=== Section Start ===

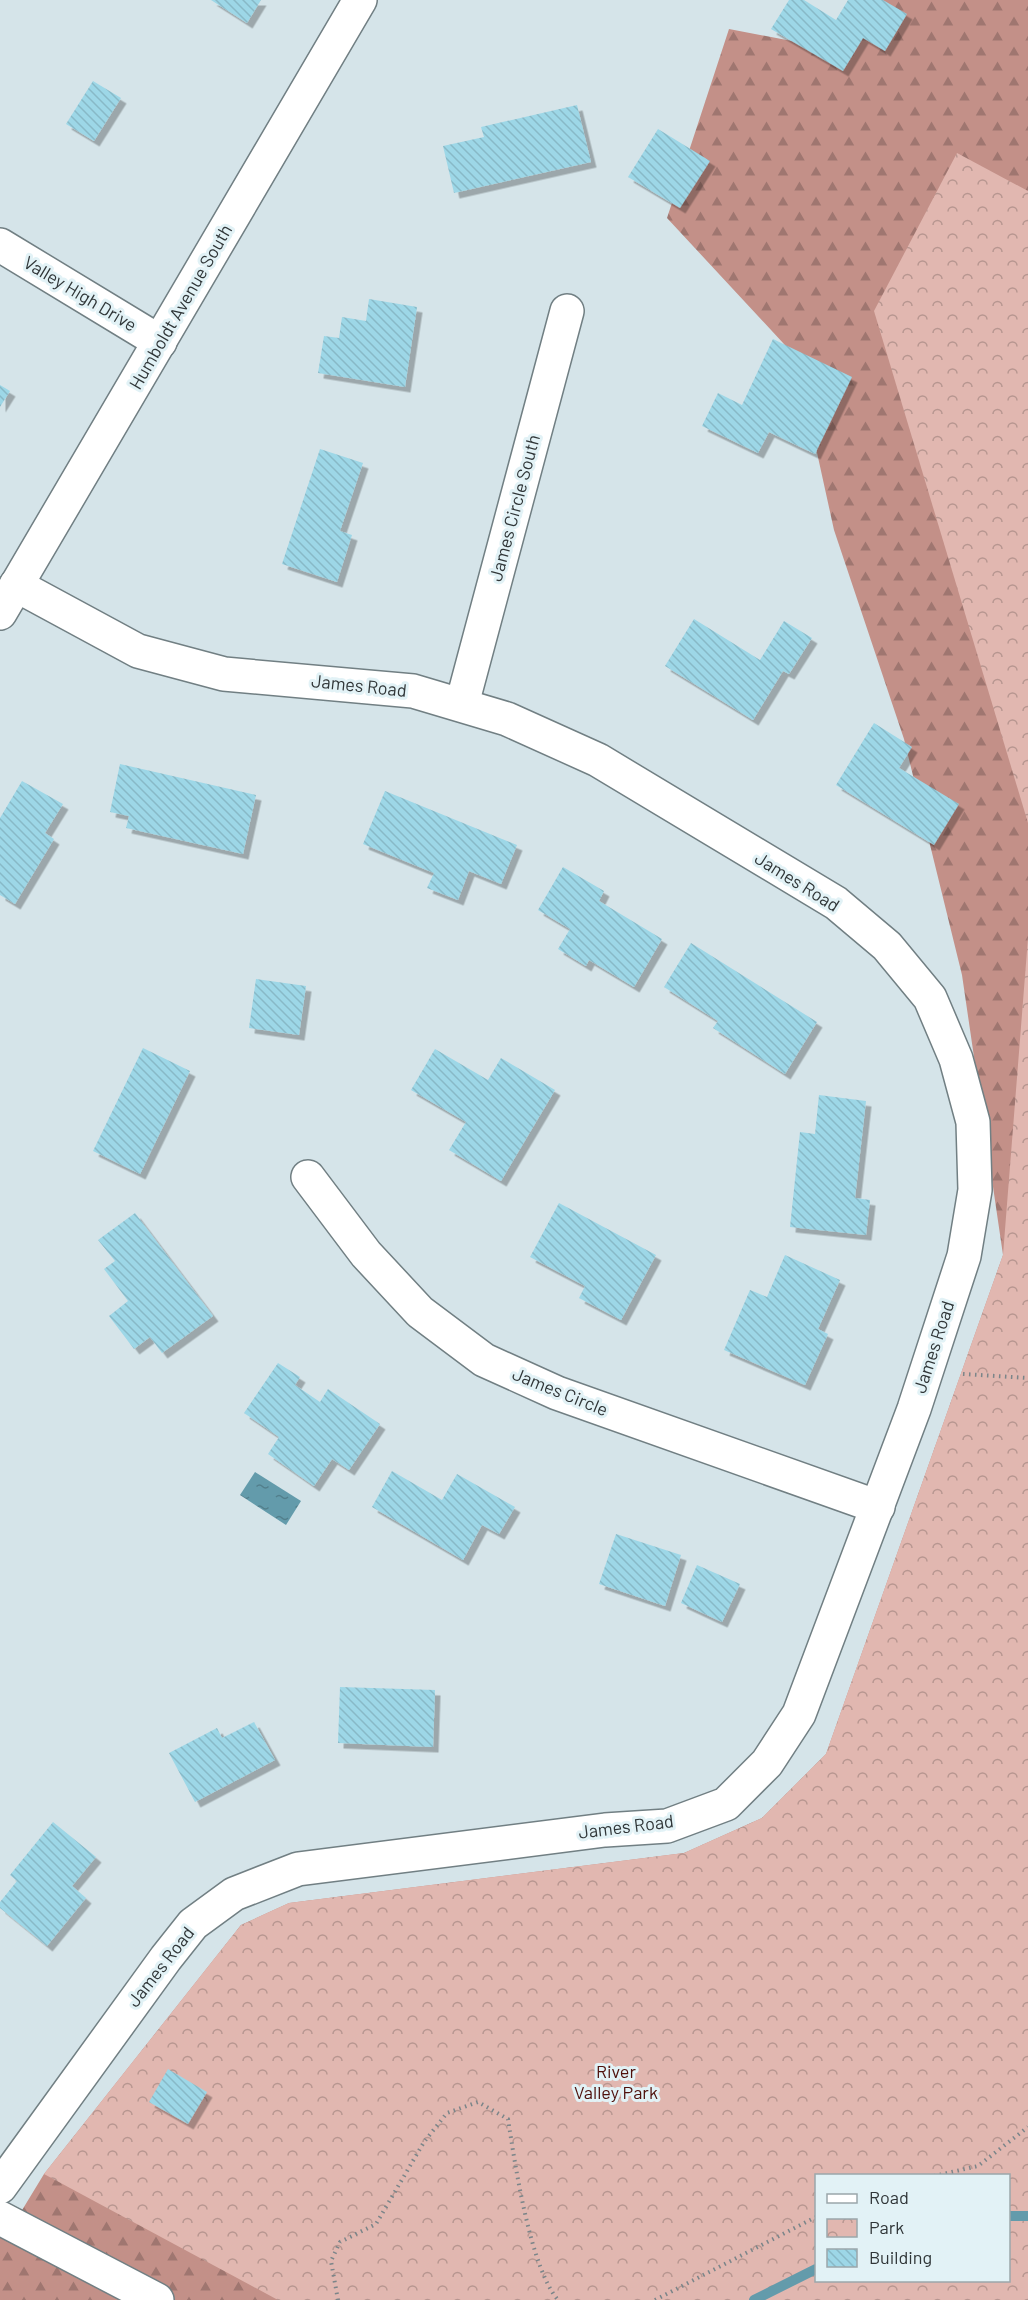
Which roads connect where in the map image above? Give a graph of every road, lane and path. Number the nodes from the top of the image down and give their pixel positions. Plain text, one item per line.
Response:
1 (360, 0) edge
2 (0, 245) edge
3 (567, 311) dead end
4 (160, 342) junction
5 (8, 599) edge
6 (462, 704) junction
7 (308, 1177) dead end
8 (926, 1371) junction
9 (1028, 1378) edge
10 (878, 1507) junction
11 (1028, 2127) edge
12 (939, 2174) edge
13 (0, 2187) edge
14 (0, 2218) edge
15 (815, 2218) edge
16 (157, 2300) edge
17 (338, 2300) edge
18 (558, 2300) edge
19 (655, 2300) edge

1 - 4 street, Humboldt Avenue South
2 - 4 street, Valley High Drive
3 - 6 street, James Circle South
4 - 5 street, Humboldt Avenue South
5 - 6 street, James Road
6 - 8 street, James Road
7 - 10 street, James Circle
8 - 9 path
8 - 10 street, James Road
10 - 13 street, James Road
11 - 12 path
14 - 16 street
15 - 19 path
17 - 18 path

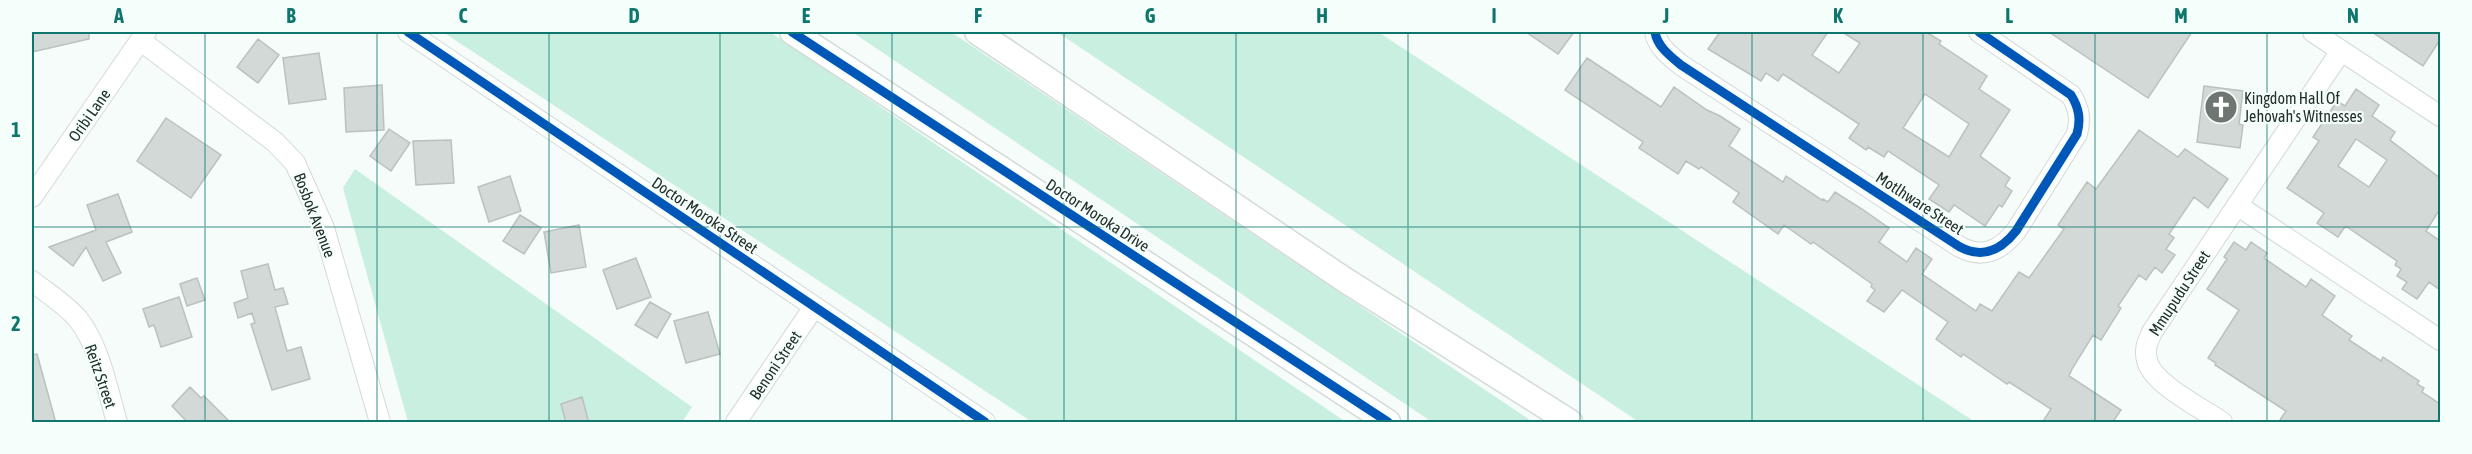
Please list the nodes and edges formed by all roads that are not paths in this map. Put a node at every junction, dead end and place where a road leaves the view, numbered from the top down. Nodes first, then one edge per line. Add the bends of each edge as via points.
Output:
1 (408, 32) edge
2 (792, 32) edge
3 (977, 32) edge
4 (1655, 32) edge
5 (1979, 32) edge
6 (2313, 32) edge
7 (144, 36) edge
8 (2341, 51) junction
9 (2440, 116) edge
10 (32, 197) edge
11 (2237, 205) junction
12 (32, 281) edge
13 (814, 308) junction
14 (2440, 340) edge
15 (117, 423) edge
16 (380, 423) edge
17 (736, 423) edge
18 (985, 423) edge
19 (1388, 423) edge
20 (1570, 423) edge
21 (2222, 423) edge

1 - 13 street, Doctor Moroka Street
2 - 19 street, Doctor Moroka Drive
3 - 20 street via 1345,280
4 - 5 street, Motlhware Street via 1665,51 1681,65 1960,247 1983,253 2005,245 2016,231 2077,134 2080,122 2071,95
6 - 8 street
7 - 10 street, Oribi Lane
7 - 16 street, Bosbok Avenue via 275,142 295,164 324,228
8 - 9 street
8 - 11 street, Mmupudu Street
11 - 14 street
11 - 21 street, Mmupudu Street via 2146,346 2147,361 2154,374
12 - 15 street, Reitz Street via 79,321 95,351
13 - 17 street, Benoni Street
13 - 18 street, Doctor Moroka Street

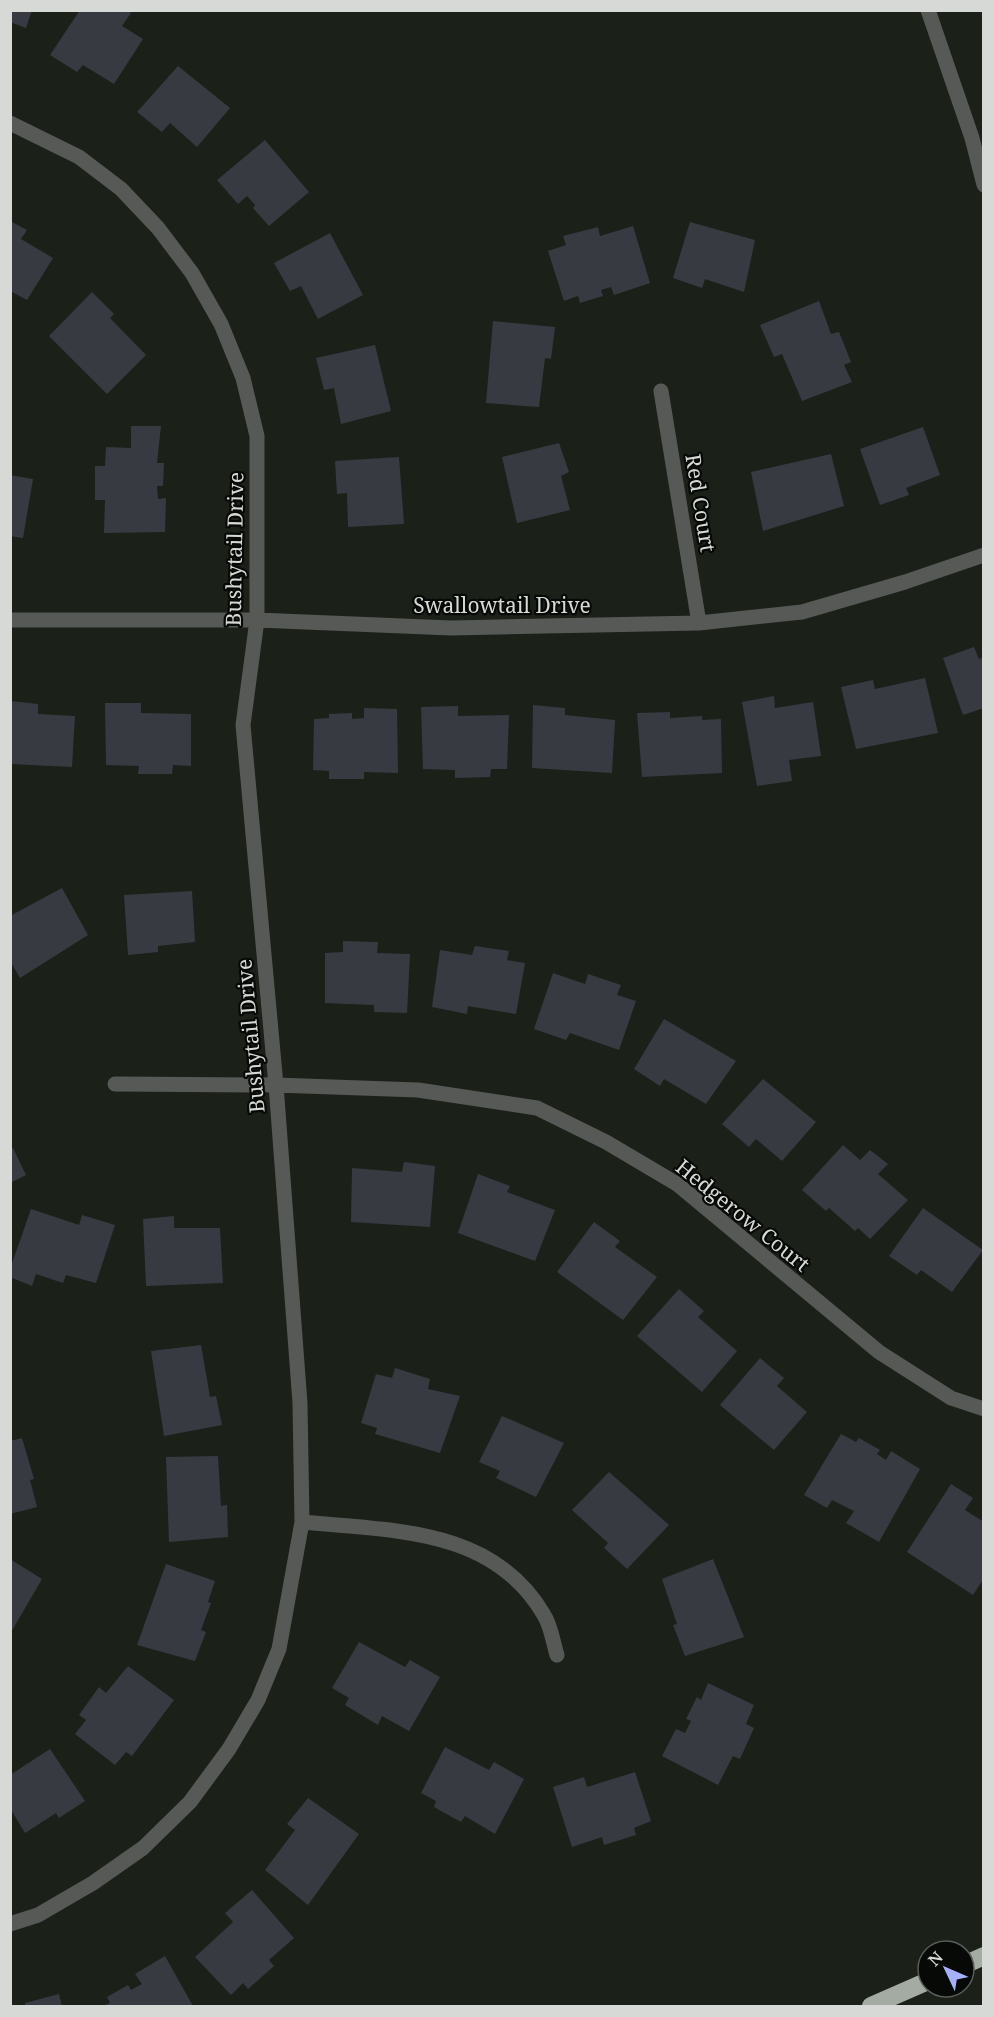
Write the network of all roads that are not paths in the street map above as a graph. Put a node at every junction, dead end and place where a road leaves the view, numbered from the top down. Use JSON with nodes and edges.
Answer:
{"nodes":[{"id":1,"x":928,"y":10,"type":"edge"},
{"id":2,"x":10,"y":123,"type":"edge"},
{"id":3,"x":984,"y":185,"type":"edge"},
{"id":4,"x":661,"y":391,"type":"dead end"},
{"id":5,"x":984,"y":555,"type":"edge"},
{"id":6,"x":10,"y":620,"type":"edge"},
{"id":7,"x":256,"y":620,"type":"junction"},
{"id":8,"x":699,"y":623,"type":"junction"},
{"id":9,"x":115,"y":1083,"type":"dead end"},
{"id":10,"x":276,"y":1085,"type":"junction"},
{"id":11,"x":984,"y":1409,"type":"edge"},
{"id":12,"x":302,"y":1522,"type":"junction"},
{"id":13,"x":557,"y":1655,"type":"dead end"},
{"id":14,"x":10,"y":1924,"type":"edge"},
{"id":15,"x":916,"y":1986,"type":"edge"},
{"id":16,"x":871,"y":2007,"type":"edge"}],
"edges":[{"from":1,"to":3,"type":"street"},
{"from":2,"to":7,"type":"street","name":"Bushytail Drive"},
{"from":4,"to":8,"type":"street","name":"Red Court"},
{"from":5,"to":8,"type":"street","name":"Swallowtail Drive"},
{"from":6,"to":7,"type":"street","name":"Swallowtail Drive"},
{"from":7,"to":8,"type":"street","name":"Swallowtail Drive"},
{"from":7,"to":10,"type":"street","name":"Bushytail Drive"},
{"from":9,"to":10,"type":"street","name":"Hedgerow Court"},
{"from":10,"to":11,"type":"street","name":"Hedgerow Court"},
{"from":10,"to":12,"type":"street","name":"Bushytail Drive"},
{"from":12,"to":13,"type":"street"},
{"from":12,"to":14,"type":"street","name":"Bushytail Drive"},
{"from":15,"to":16,"type":"highway"}]}
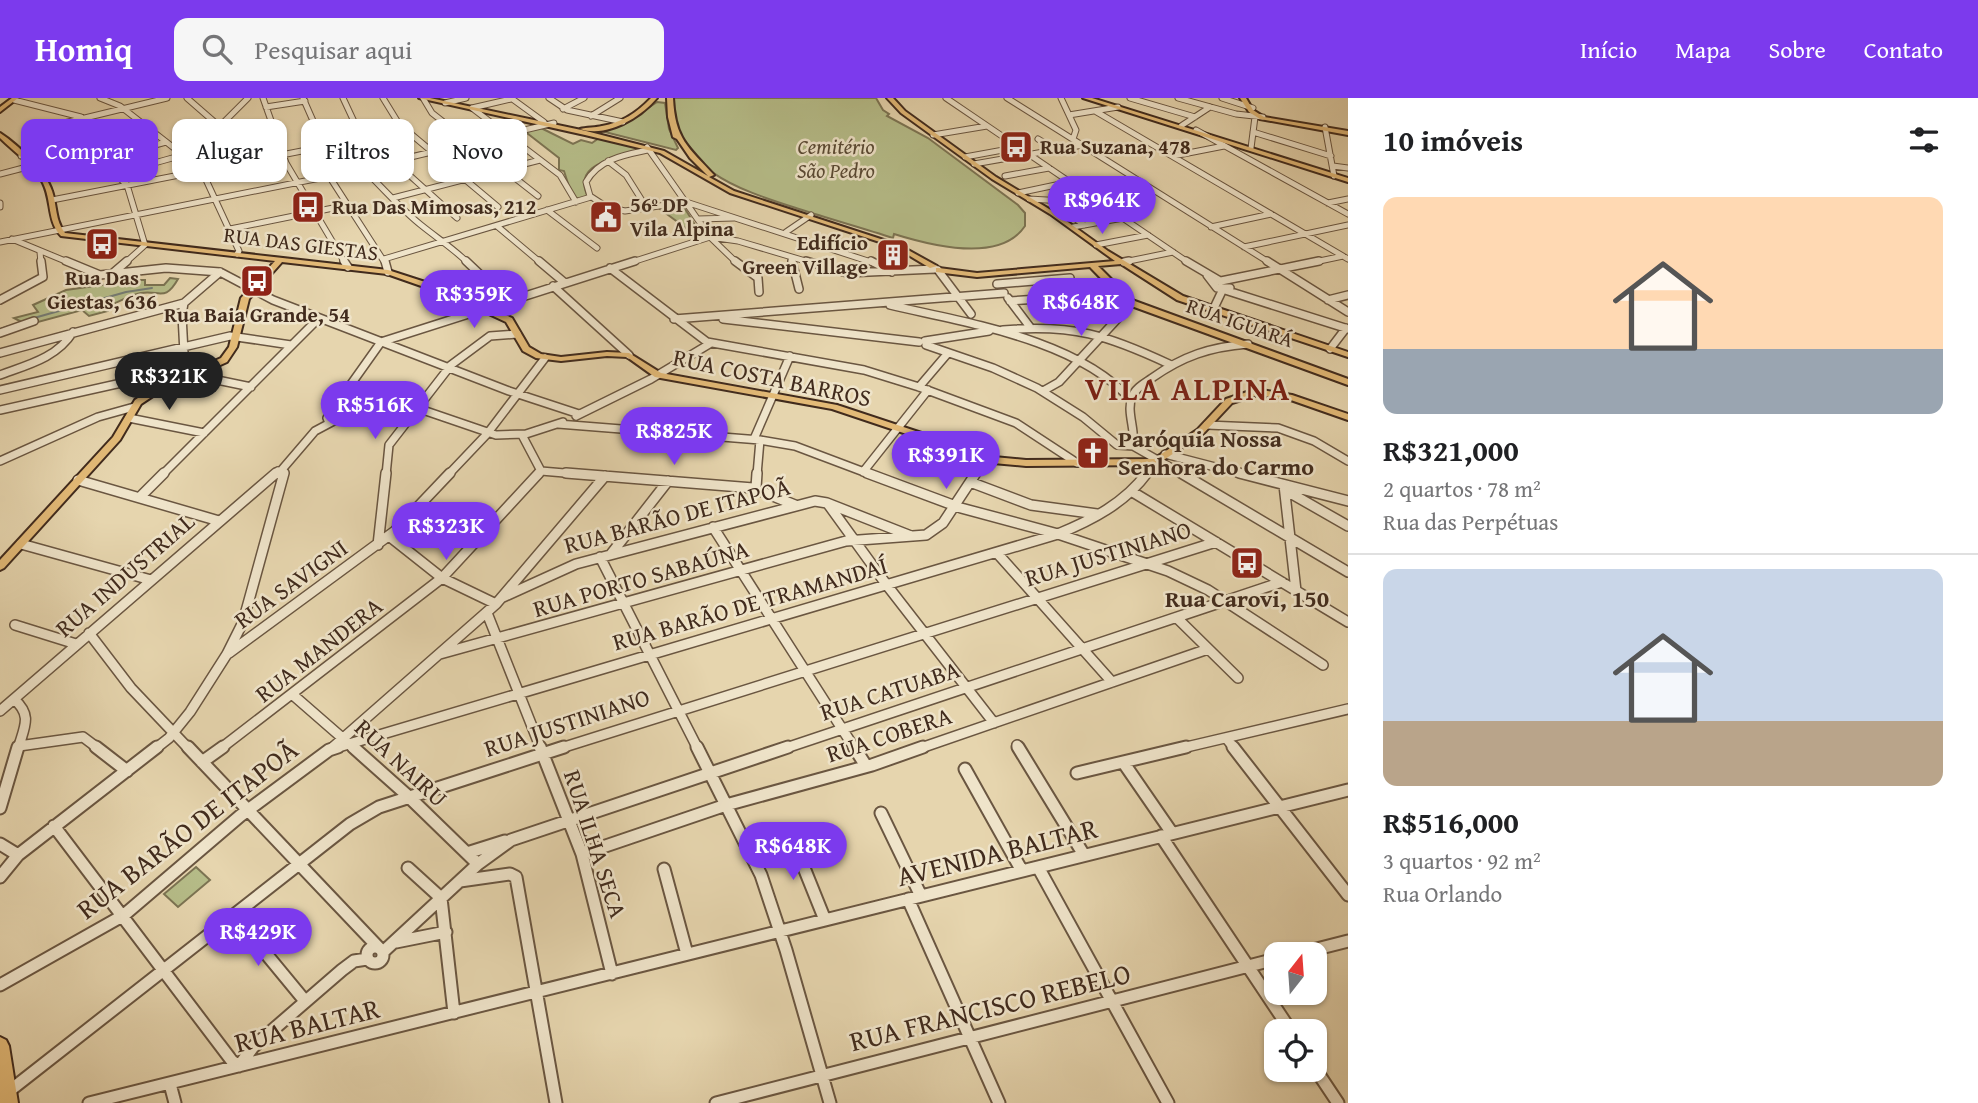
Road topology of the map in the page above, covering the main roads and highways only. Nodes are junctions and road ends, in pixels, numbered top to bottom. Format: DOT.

=== Section End ===

For the word "down", go through the records and show each line that carries it.

Which roads connect where in the map image above? Give a graph of every road, lane and path. Number the nodes from the top of the image down and give their pixel positions. Plain text, one item per line.
Please list the nodes and edges formed by all roads that are not paths in this map. Put a node at every junction, dead end and place where a road leaves the view, numbered from the top down. Nodes first, then one edge per line. Add the bends of each edge as via points.
Write the network of all roads that are not paths in the street map above as a graph. Put a node at every junction, dead end and place where a road leaves the view, numbered from the top down. Use JSON with nodes and edges.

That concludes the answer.